- _ACTIVITY_
Lines below containing the word "give" should be copied out.

- _RECORD SET_
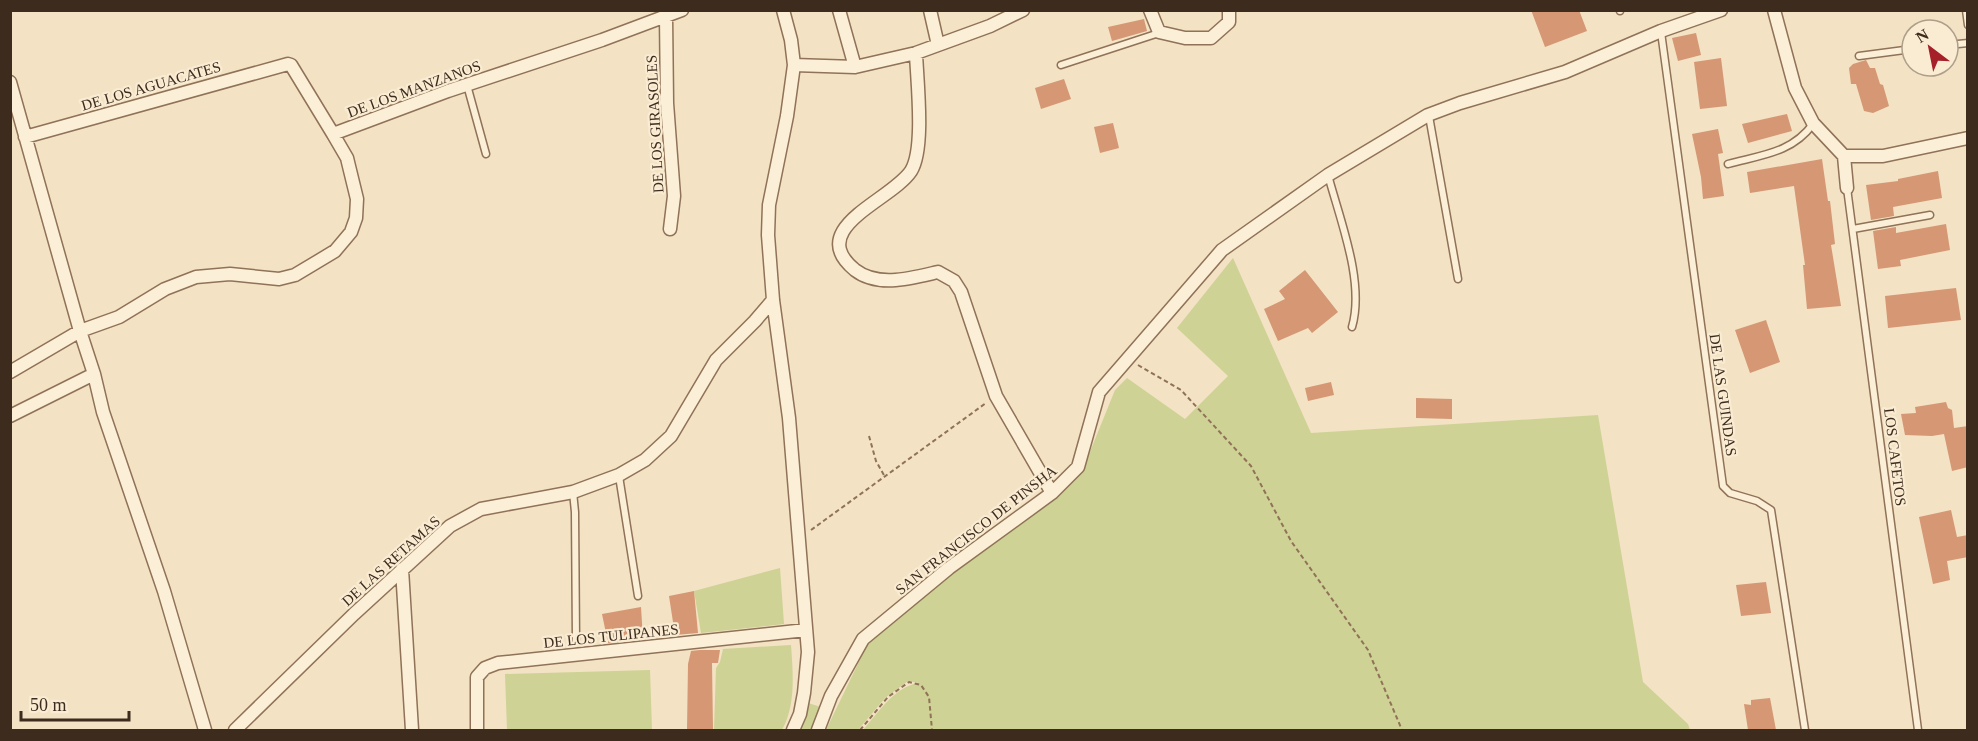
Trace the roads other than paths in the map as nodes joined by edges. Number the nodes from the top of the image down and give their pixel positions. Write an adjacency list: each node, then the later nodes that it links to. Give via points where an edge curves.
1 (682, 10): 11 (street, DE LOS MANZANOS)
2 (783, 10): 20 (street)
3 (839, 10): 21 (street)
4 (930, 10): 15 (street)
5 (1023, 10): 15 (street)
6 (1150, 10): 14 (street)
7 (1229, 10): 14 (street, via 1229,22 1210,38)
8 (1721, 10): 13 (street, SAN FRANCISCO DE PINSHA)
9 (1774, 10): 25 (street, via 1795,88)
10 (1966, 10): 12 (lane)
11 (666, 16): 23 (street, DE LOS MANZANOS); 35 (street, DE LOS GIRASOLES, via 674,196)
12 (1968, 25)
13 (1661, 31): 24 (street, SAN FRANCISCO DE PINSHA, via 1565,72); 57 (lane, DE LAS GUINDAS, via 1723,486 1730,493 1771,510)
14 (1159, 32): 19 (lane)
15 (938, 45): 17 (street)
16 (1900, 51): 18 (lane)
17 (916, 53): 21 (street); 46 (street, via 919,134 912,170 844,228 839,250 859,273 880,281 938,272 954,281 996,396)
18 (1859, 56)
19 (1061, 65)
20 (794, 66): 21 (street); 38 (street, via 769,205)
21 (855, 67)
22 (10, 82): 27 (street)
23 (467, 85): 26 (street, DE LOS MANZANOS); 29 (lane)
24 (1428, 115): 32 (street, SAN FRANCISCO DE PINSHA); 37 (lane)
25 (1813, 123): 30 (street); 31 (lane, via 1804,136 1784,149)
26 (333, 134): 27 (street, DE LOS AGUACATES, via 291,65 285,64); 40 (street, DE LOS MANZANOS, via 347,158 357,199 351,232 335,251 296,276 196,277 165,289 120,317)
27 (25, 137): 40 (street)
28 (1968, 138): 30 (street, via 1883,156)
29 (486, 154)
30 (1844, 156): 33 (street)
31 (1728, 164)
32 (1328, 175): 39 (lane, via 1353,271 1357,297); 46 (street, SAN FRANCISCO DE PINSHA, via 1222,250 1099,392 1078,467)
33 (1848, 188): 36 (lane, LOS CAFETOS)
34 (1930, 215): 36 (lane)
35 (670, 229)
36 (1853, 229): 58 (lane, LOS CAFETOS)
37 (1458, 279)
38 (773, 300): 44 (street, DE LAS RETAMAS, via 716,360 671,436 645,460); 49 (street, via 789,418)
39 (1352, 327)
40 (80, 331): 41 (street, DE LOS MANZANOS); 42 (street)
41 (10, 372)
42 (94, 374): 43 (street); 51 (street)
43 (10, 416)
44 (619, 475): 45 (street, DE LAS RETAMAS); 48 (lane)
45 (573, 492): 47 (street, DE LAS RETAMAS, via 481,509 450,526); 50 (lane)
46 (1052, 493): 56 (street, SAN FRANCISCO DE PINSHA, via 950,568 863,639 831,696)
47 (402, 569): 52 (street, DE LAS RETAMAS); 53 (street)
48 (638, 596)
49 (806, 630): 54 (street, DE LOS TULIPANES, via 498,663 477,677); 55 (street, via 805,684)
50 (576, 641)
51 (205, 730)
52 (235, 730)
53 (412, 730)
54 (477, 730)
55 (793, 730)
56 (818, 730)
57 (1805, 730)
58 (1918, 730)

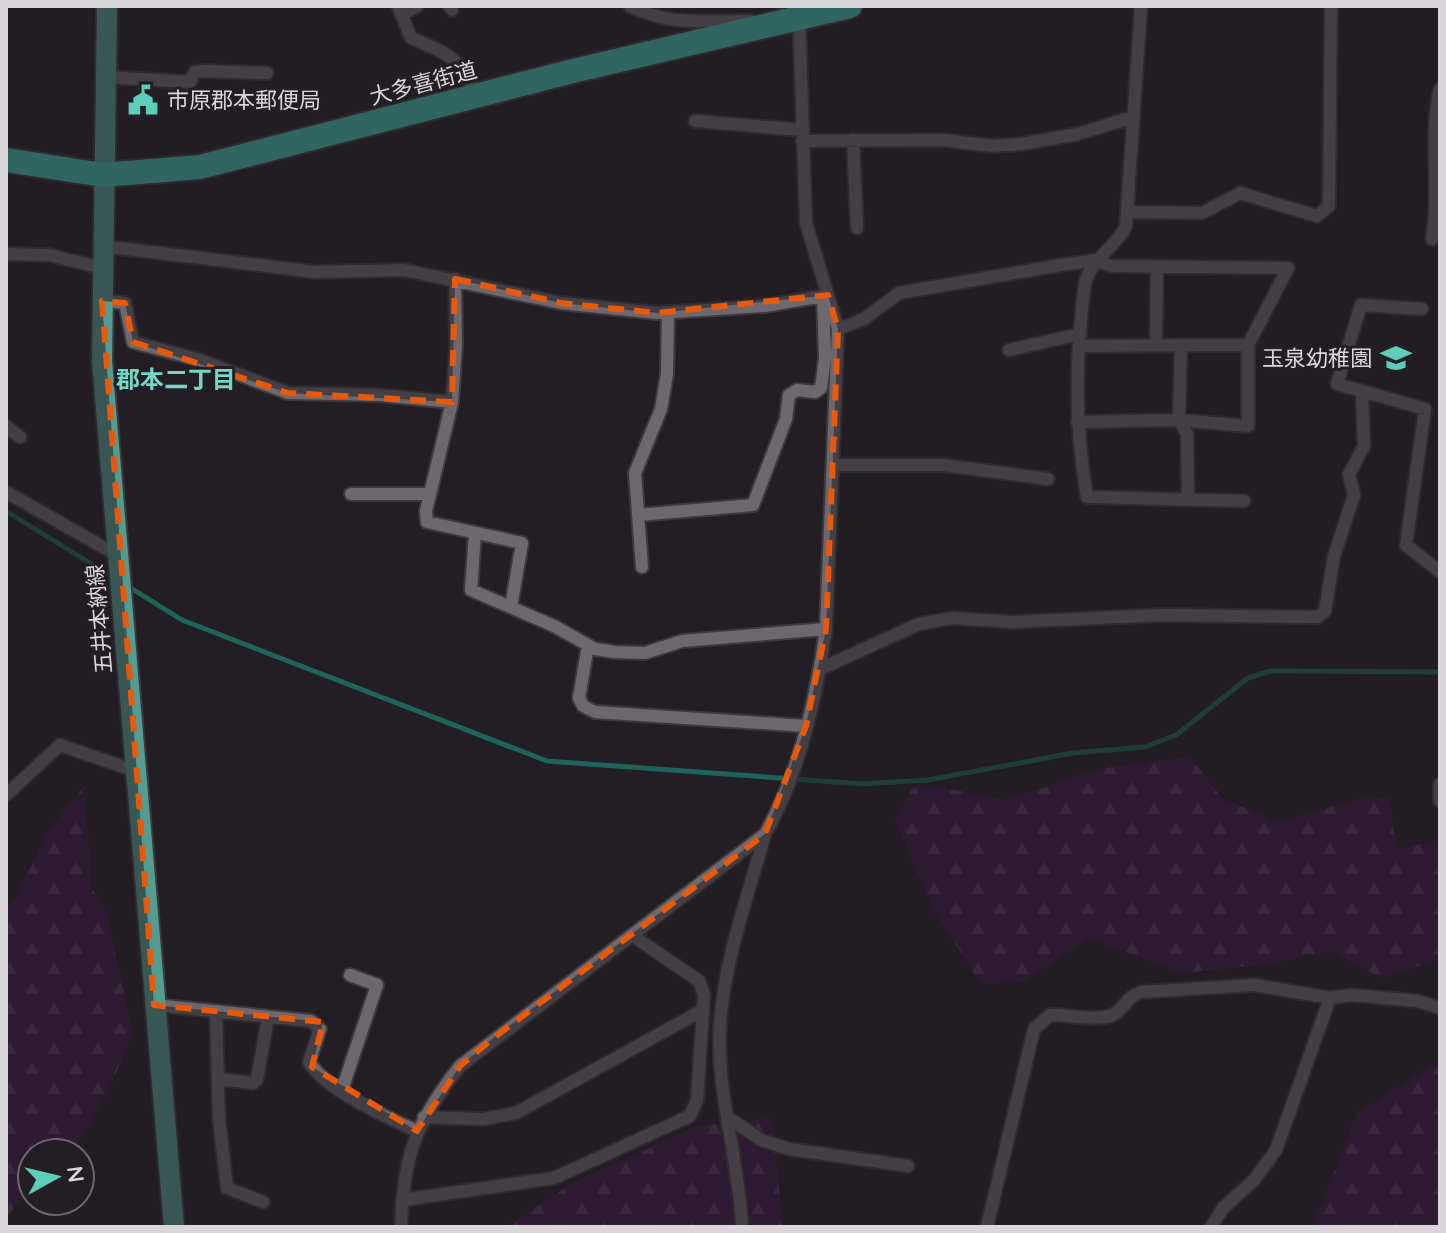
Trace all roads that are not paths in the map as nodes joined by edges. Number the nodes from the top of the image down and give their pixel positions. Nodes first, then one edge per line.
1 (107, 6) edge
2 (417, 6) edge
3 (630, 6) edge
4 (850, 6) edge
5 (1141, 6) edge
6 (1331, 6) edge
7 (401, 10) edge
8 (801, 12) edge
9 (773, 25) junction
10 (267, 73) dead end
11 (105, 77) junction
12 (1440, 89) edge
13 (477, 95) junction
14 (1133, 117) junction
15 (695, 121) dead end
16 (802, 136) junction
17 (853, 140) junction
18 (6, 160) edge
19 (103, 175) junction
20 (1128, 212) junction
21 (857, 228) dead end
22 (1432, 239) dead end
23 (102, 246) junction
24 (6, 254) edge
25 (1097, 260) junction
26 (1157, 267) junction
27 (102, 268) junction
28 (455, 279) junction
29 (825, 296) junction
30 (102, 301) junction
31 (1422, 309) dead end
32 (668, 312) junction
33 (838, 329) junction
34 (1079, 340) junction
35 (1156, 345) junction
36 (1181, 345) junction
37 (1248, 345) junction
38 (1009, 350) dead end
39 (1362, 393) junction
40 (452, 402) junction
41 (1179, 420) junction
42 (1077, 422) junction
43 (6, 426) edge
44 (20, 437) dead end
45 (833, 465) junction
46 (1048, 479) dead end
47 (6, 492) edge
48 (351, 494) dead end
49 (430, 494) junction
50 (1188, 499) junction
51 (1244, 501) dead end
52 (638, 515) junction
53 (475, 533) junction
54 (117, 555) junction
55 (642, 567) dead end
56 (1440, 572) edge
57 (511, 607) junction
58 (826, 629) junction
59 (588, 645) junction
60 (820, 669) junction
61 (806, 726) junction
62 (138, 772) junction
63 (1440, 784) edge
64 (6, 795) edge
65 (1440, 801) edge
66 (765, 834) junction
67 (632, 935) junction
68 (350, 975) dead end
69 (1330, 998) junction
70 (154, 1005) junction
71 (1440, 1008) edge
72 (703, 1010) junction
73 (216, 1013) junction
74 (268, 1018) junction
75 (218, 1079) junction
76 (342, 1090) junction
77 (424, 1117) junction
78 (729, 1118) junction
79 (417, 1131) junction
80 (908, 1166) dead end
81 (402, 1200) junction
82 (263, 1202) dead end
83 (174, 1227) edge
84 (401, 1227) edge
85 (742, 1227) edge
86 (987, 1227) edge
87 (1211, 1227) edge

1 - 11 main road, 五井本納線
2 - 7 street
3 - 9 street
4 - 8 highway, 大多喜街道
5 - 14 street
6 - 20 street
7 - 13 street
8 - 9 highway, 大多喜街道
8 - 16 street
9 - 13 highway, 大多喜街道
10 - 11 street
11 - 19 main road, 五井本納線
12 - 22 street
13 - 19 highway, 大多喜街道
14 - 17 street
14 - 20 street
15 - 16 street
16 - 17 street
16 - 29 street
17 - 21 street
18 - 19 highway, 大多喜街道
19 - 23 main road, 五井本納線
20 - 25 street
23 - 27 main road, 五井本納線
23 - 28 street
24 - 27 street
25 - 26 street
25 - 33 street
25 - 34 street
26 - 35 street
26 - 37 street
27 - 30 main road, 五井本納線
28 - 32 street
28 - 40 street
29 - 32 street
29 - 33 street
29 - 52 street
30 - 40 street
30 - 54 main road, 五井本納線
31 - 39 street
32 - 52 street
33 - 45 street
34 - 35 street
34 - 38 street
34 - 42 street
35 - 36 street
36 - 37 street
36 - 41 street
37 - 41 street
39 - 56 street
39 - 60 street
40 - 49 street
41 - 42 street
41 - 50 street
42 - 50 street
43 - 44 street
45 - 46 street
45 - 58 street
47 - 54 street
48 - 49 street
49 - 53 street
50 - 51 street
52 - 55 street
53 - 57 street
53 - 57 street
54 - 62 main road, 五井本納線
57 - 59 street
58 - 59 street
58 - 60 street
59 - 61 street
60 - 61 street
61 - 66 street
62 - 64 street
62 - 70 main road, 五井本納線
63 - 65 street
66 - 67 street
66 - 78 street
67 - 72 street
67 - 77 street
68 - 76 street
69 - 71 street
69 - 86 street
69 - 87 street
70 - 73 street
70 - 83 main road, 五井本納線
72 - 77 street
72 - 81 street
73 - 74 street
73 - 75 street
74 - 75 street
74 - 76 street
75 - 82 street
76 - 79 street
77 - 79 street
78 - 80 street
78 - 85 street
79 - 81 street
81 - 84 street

- _ANSWER TO THIS TASK_
Trace the roads other than paths in the map as nodes joined by edges. Number the nodes from the top of the image down and give their pixel positions. Write an adjacency list: each node, then the later nodes that it links to. Give via points where an edge curves.
Trace all roads that are not paths in the map as nodes joined by edges. Number the nodes from the top of the image down and give their pixel positions. Nodes first, then one edge per line.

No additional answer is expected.